Tuesday, 4 August 2015

Contingency as the plural of necessity

One of the thesis I like in my upcoming book Being Up for Grabs (BUG) is that the plural of necessity is contingency. Plural as in singulars that accumulate. I'm watching wildlife docs and wondering how different felines lions and cheetahs as territorial animals interact. I also think of fleeing and mating, two governing forces that interact. There is a land that is not under the control of either lions or cheetahs, this is where disputes take place - polemos, auseinandersetzung. It is up for grabs how an animal would behave if both mating and feeing are pressing it. The idea is that either there is an over-arching necessity or force, or there is some kind of plane of accidents.

A bit in the end of BUG:
We can understand that the relation is one where one is the plural of the other; namely, contingency is the plural of necessity. Or rather, contingency emerges from the plurality of necessities. Whenever there is genuinely more than one necessity – and not an ultimate overarching necessity ruling over all others – there is contingency. If we have, say, an irreducible physical necessity and an irreducible psychological necessity, there is a grey area of intersection between these necessities. Physical laws and psychological laws are such that they have to interact somewhere. Analogously, if there is more than one government, there is an an-arché area between them.

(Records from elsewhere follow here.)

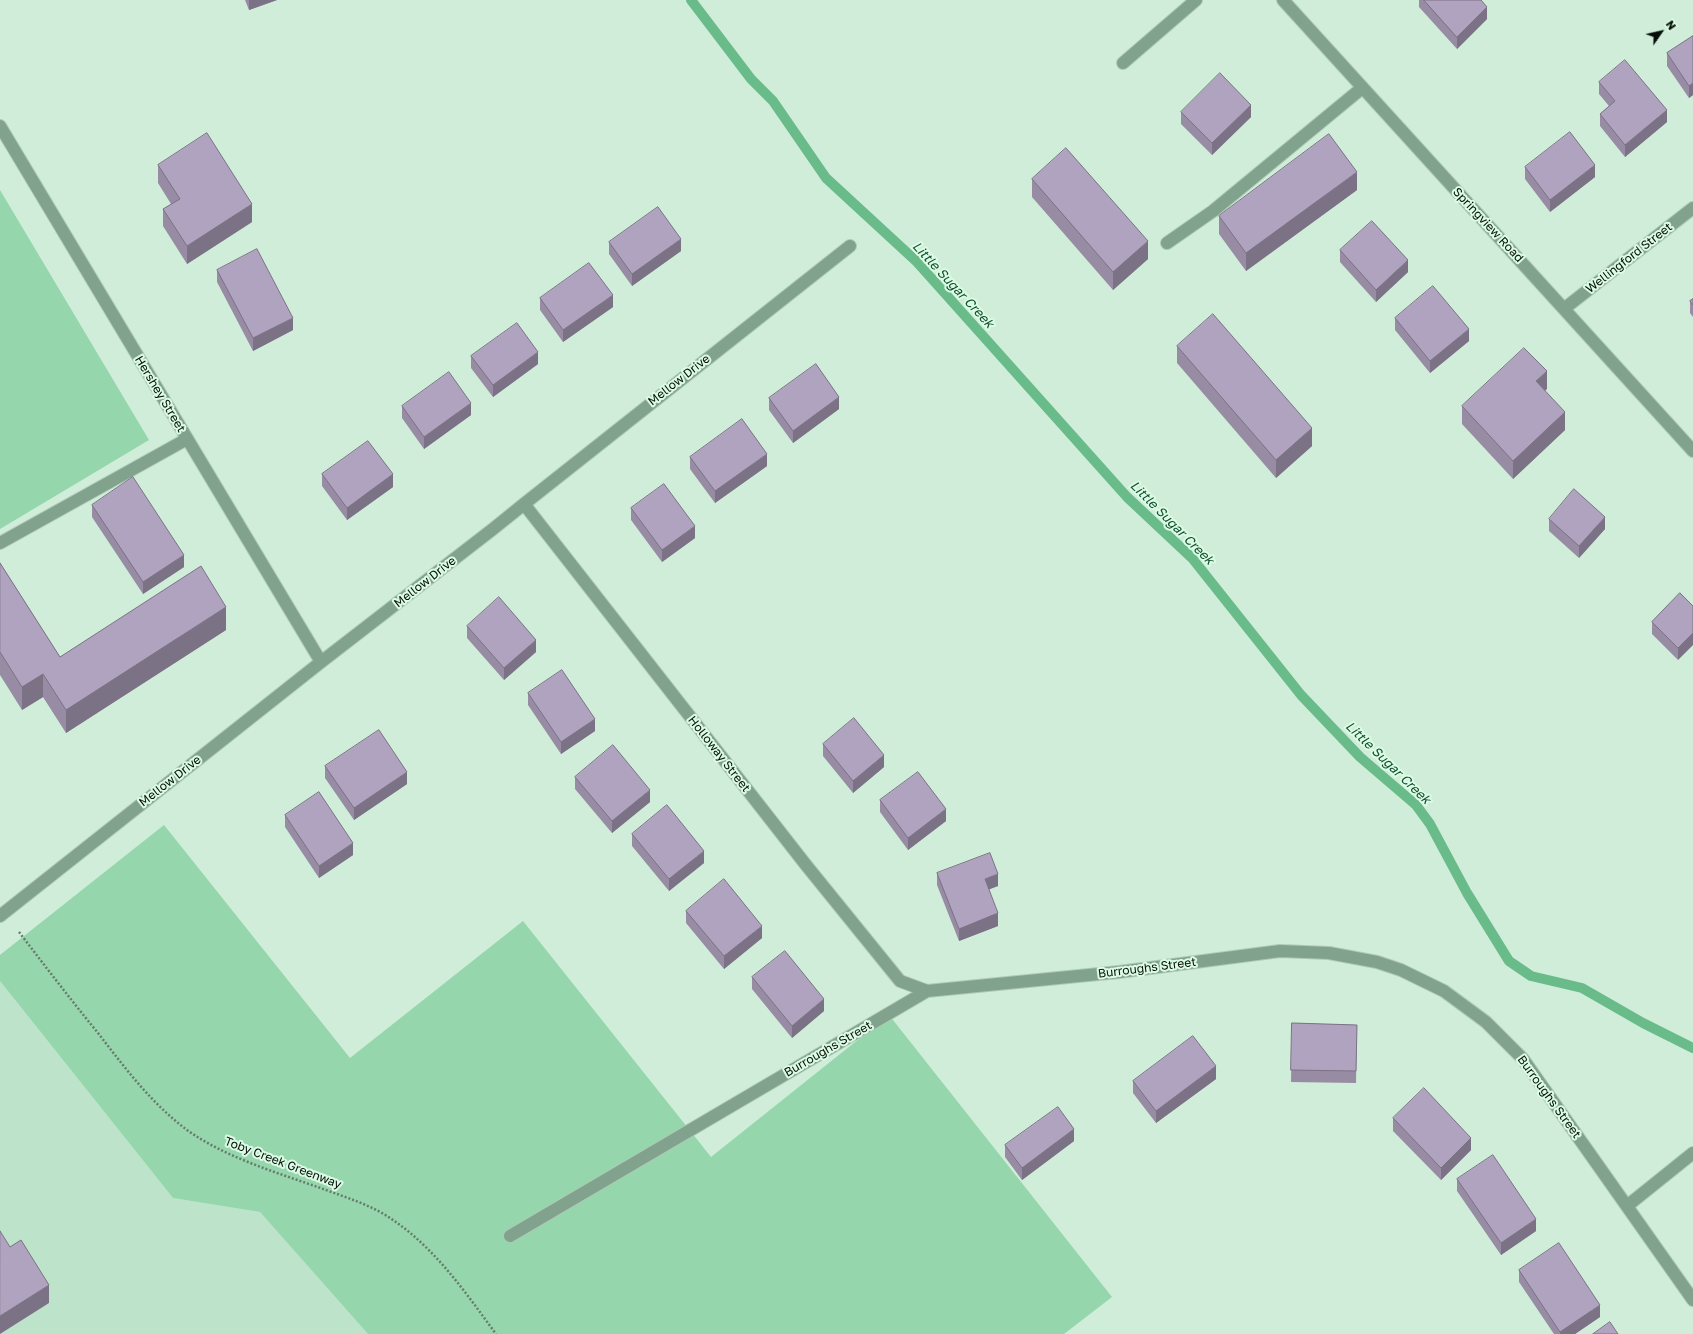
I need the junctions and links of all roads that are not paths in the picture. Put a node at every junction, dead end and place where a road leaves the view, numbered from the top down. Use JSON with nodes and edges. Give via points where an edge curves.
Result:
{"nodes":[{"id":1,"x":1196,"y":0,"type":"edge"},
{"id":2,"x":1283,"y":0,"type":"edge"},
{"id":3,"x":1123,"y":63,"type":"dead end"},
{"id":4,"x":1362,"y":88,"type":"junction"},
{"id":5,"x":0,"y":126,"type":"edge"},
{"id":6,"x":1693,"y":208,"type":"edge"},
{"id":7,"x":1167,"y":242,"type":"dead end"},
{"id":8,"x":850,"y":246,"type":"dead end"},
{"id":9,"x":1565,"y":308,"type":"junction"},
{"id":10,"x":187,"y":439,"type":"junction"},
{"id":11,"x":1693,"y":451,"type":"edge"},
{"id":12,"x":524,"y":504,"type":"junction"},
{"id":13,"x":0,"y":543,"type":"edge"},
{"id":14,"x":321,"y":662,"type":"junction"},
{"id":15,"x":0,"y":916,"type":"edge"},
{"id":16,"x":926,"y":991,"type":"junction"},
{"id":17,"x":1693,"y":1153,"type":"edge"},
{"id":18,"x":1627,"y":1206,"type":"junction"},
{"id":19,"x":510,"y":1236,"type":"dead end"},
{"id":20,"x":1693,"y":1300,"type":"edge"}],
"edges":[{"from":1,"to":3,"type":"street"},
{"from":2,"to":4,"type":"street","name":"Springview Road"},
{"from":4,"to":7,"type":"street","via":[[1213,211]]},
{"from":4,"to":9,"type":"street","name":"Springview Road"},
{"from":5,"to":10,"type":"street","name":"Hershey Street"},
{"from":6,"to":9,"type":"street","name":"Wellingford Street"},
{"from":8,"to":12,"type":"street","name":"Mellow Drive"},
{"from":9,"to":11,"type":"street","name":"Springview Road"},
{"from":10,"to":13,"type":"street"},
{"from":10,"to":14,"type":"street","name":"Hershey Street"},
{"from":12,"to":14,"type":"street","name":"Mellow Drive"},
{"from":12,"to":16,"type":"street","name":"Holloway Street","via":[[801,859],[900,981]]},
{"from":14,"to":15,"type":"street","name":"Mellow Drive"},
{"from":16,"to":18,"type":"street","name":"Burroughs Street","via":[[1118,972],[1280,951],[1329,953],[1377,962],[1401,970],[1444,991],[1486,1022],[1523,1059]]},
{"from":16,"to":19,"type":"street","name":"Burroughs Street"},
{"from":17,"to":18,"type":"street"},
{"from":18,"to":20,"type":"street","name":"Burroughs Street"}]}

This is explained in different ways in BUG. It comes down to smaller and smaller forces and necessity. If there are small necessities, in the plural, there are an-arché areas.

Friday, 24 July 2015

Being Up For Grabs: the second birth

I'm glad to read the favorable referee reports on my book Being Up For Grabs. It is now on its way to be out.

This is how I described the book the other day:

More than stating that chaos reigns, the book spells out the details of its governance in a metaphysics of accident.

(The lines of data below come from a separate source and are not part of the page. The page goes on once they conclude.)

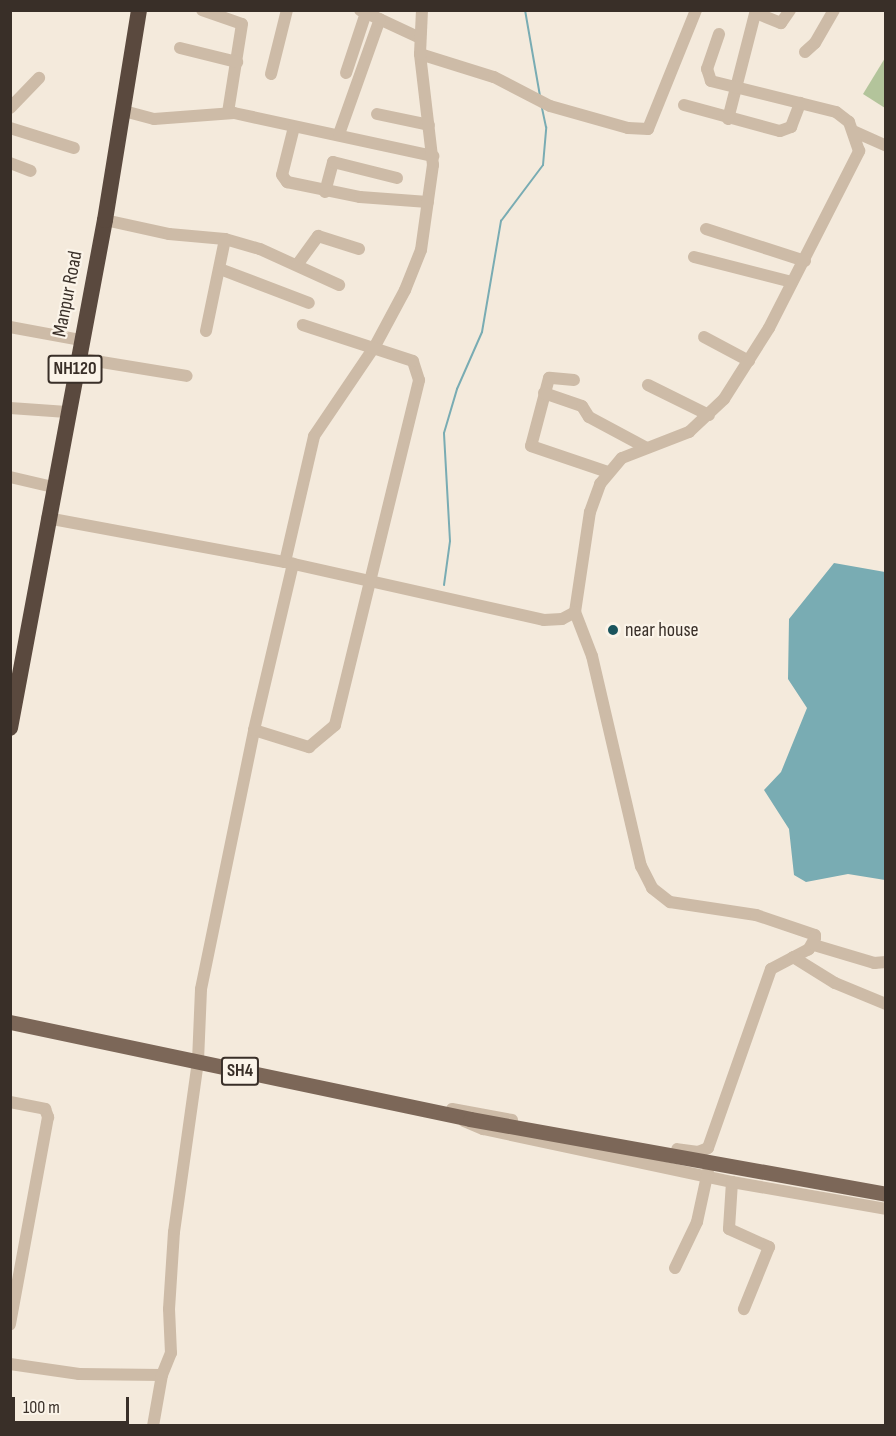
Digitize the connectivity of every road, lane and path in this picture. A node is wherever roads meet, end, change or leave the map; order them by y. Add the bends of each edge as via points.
1 (139, 10) edge
2 (202, 10) edge
3 (287, 10) edge
4 (422, 10) edge
5 (696, 10) edge
6 (790, 10) edge
7 (834, 10) edge
8 (363, 12) edge
9 (756, 12) edge
10 (380, 19) junction
11 (719, 34) dead end
12 (420, 38) junction
13 (180, 48) dead end
14 (805, 52) dead end
15 (420, 54) junction
16 (237, 62) junction
17 (346, 72) dead end
18 (272, 74) dead end
19 (39, 78) dead end
20 (737, 89) junction
21 (800, 103) junction
22 (684, 105) dead end
23 (10, 108) edge
24 (124, 111) junction
25 (228, 112) junction
26 (377, 114) dead end
27 (728, 119) junction
28 (429, 125) junction
29 (294, 127) junction
30 (10, 128) edge
31 (853, 131) junction
32 (339, 134) junction
33 (885, 146) edge
34 (75, 148) dead end
35 (433, 156) junction
36 (10, 163) edge
37 (31, 171) dead end
38 (397, 178) dead end
39 (325, 192) junction
40 (428, 202) junction
41 (105, 220) junction
42 (706, 229) dead end
43 (225, 239) junction
44 (358, 249) dead end
45 (694, 257) dead end
46 (805, 261) junction
47 (297, 265) junction
48 (220, 269) junction
49 (792, 282) junction
50 (339, 285) dead end
51 (309, 303) dead end
52 (303, 325) dead end
53 (10, 327) edge
54 (206, 331) dead end
55 (704, 337) dead end
56 (80, 340) junction
57 (375, 346) junction
58 (77, 358) junction
59 (750, 361) junction
60 (187, 376) dead end
61 (574, 380) dead end
62 (648, 385) dead end
63 (544, 393) junction
64 (10, 408) edge
65 (67, 412) junction
66 (710, 415) junction
67 (645, 447) junction
68 (608, 472) junction
69 (10, 477) edge
70 (53, 487) junction
71 (47, 518) junction
72 (289, 563) junction
73 (369, 579) junction
74 (575, 612) junction
75 (10, 728) edge
76 (254, 730) junction
77 (814, 945) junction
78 (793, 957) junction
79 (885, 962) edge
80 (885, 1004) edge
81 (10, 1022) edge
82 (198, 1062) junction
83 (10, 1102) edge
84 (433, 1110) junction
85 (464, 1118) junction
86 (707, 1149) junction
87 (708, 1176) junction
88 (732, 1182) junction
89 (885, 1194) edge
90 (885, 1209) edge
91 (675, 1268) dead end
92 (744, 1309) dead end
93 (10, 1325) edge
94 (10, 1364) edge
95 (162, 1375) junction
96 (153, 1425) edge

1 - 24 highway, Manpur Road / NH120
2 - 16 street via 241,21
3 - 18 street
4 - 12 street
5 - 15 street via 648,129 628,128 550,106 516,86
6 - 9 street via 781,23
7 - 14 street via 815,44
8 - 10 street
8 - 17 street
9 - 20 street
10 - 12 street
10 - 32 street
11 - 20 street via 707,77
12 - 15 street
13 - 16 street
15 - 28 street
16 - 25 street
19 - 23 street
20 - 21 street
20 - 27 street
21 - 27 street via 791,127 784,131
21 - 31 street via 836,112
22 - 27 street
24 - 25 street via 154,119
24 - 41 highway, Manpur Road / NH120
25 - 29 street
26 - 28 street
28 - 35 street
29 - 32 street
29 - 39 street via 282,178
30 - 34 street
31 - 33 street
31 - 46 street via 858,142 856,159
32 - 35 street
35 - 40 street
36 - 37 street
38 - 39 street via 333,162
39 - 40 street
40 - 57 street via 421,250
41 - 43 street via 169,234
41 - 56 highway, Manpur Road / NH120
42 - 46 street
43 - 47 street
43 - 48 street
44 - 47 street via 318,236
45 - 49 street
46 - 49 street
47 - 50 street
48 - 51 street
48 - 54 street
49 - 59 street
52 - 57 street
53 - 56 street
55 - 59 street
56 - 58 highway, Manpur Road / NH120
57 - 72 street via 314,436
57 - 73 street via 413,361 419,380
58 - 60 street
58 - 65 highway, Manpur Road / NH120
59 - 66 street
61 - 63 street via 551,376
62 - 66 street
63 - 67 street via 582,406 589,417
63 - 68 street via 532,448
64 - 65 street
65 - 70 highway, Manpur Road / NH120
66 - 67 street via 681,436
67 - 68 street via 622,458
68 - 74 street via 590,512
69 - 70 street
70 - 71 highway, Manpur Road / NH120
71 - 72 street
71 - 75 highway, Manpur Road / NH120
72 - 73 street
72 - 76 street
73 - 74 street via 544,620 562,619
73 - 76 street via 334,725 317,744 309,747
74 - 77 street via 592,656 641,866 652,888 670,902 756,915 814,934
76 - 82 street via 201,989
77 - 78 street
77 - 79 street via 878,964
78 - 80 street via 835,982
78 - 86 street via 774,966 769,973 752,1032
81 - 82 main road, SH4
82 - 84 main road, SH4
82 - 95 street via 174,1232 169,1309 171,1353
83 - 93 street via 45,1109 48,1117
84 - 85 main road, SH4
84 - 86 street via 481,1113 621,1142 698,1152
85 - 87 street via 483,1129
85 - 89 main road, SH4, bridge
86 - 87 street
87 - 88 street
87 - 91 street via 697,1222
88 - 90 street
88 - 92 street via 729,1229 769,1247
94 - 95 street via 79,1374
95 - 96 street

This is a book on the metaphysics of contingency. It looks at what could be otherwise, at what lacks the weight of necessity, at what is up for grabs. In doing so it engages with the Aristotelian idea of metaphysics and makes use of some of his ideas on priority. The book discusses with recent ideas about contingency coming from process philosophy, speculative realism, Deleuze and other philosophers who attempt to think the accident. The book proposes three images of the contingent: the first based on fragments and how they connect together and is akin to both monadology and process philosophy, the second based on the structure of doubts and facticiy and the third based on rhythms and contagion in a way that dialogues with Deleuze's emergence of difference within repetition. The book also discusses the notion of an-arché, the absence of a foundation and therefore of a founding necessity.

My main contention is that contingency is what we should primarily look at in order ultimately to come to terms with the sensible – with concrete beings. In other words, contingency has the primacy of what is central; neither is everything contingent nor can all be explained in terms of the accidental. In that sense, this project is the mirror image Aristotle’s; for him, there was more to being than substances, but substances were central. He rejects the Heraclitean image that, in the sensible, “everything flows” and there is no room for necessities of any kind. The Aristotelian diagnosis was that either there are substances in the sensible, among concrete things, or rather that everything is in flux. In this book, I accept the wager but reject its thrust: I claim that there is metaphysics to this flux. I hold that there is enough access to the non-necessary to enable something other than substance metaphysics. I refuse to choose between placing necessities center stage and abandoning metaphysics.